INSTRUCTIONS TO FOLLOW: Please find how many lines of the data contain the string "node", and respond with that number only.

(SUPPLIED MATERIAL Opens)

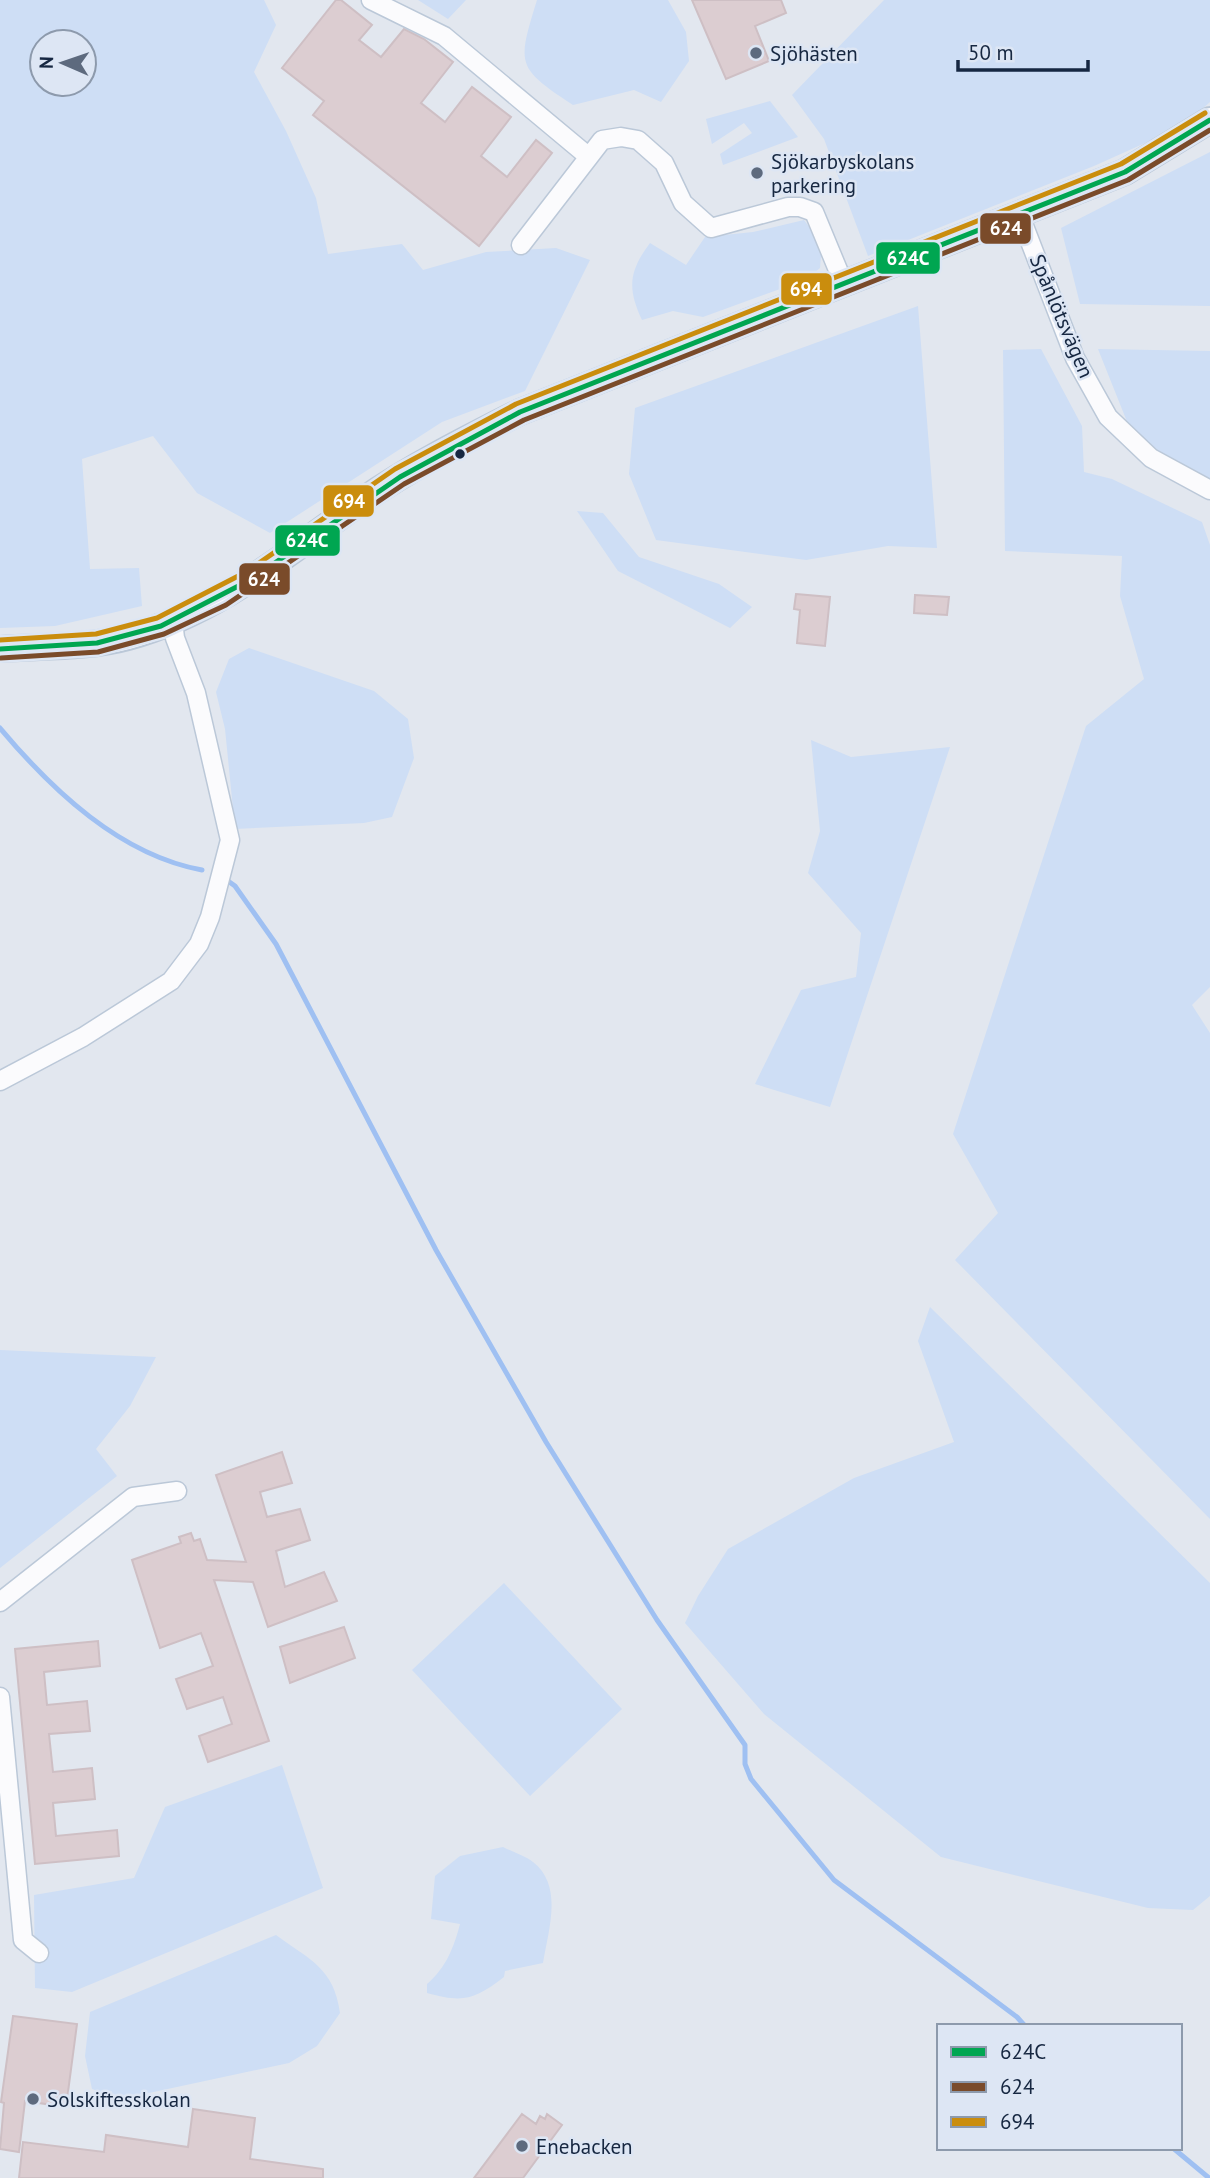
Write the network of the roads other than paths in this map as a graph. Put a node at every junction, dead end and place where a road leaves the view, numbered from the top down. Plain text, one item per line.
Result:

(SUPPLIED MATERIAL Closes)
(SUPPLIED MATERIAL Opens)

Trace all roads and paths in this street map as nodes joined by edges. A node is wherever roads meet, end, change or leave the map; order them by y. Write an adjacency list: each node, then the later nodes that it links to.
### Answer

(SUPPLIED MATERIAL Closes)

TASK SOLUTION: 2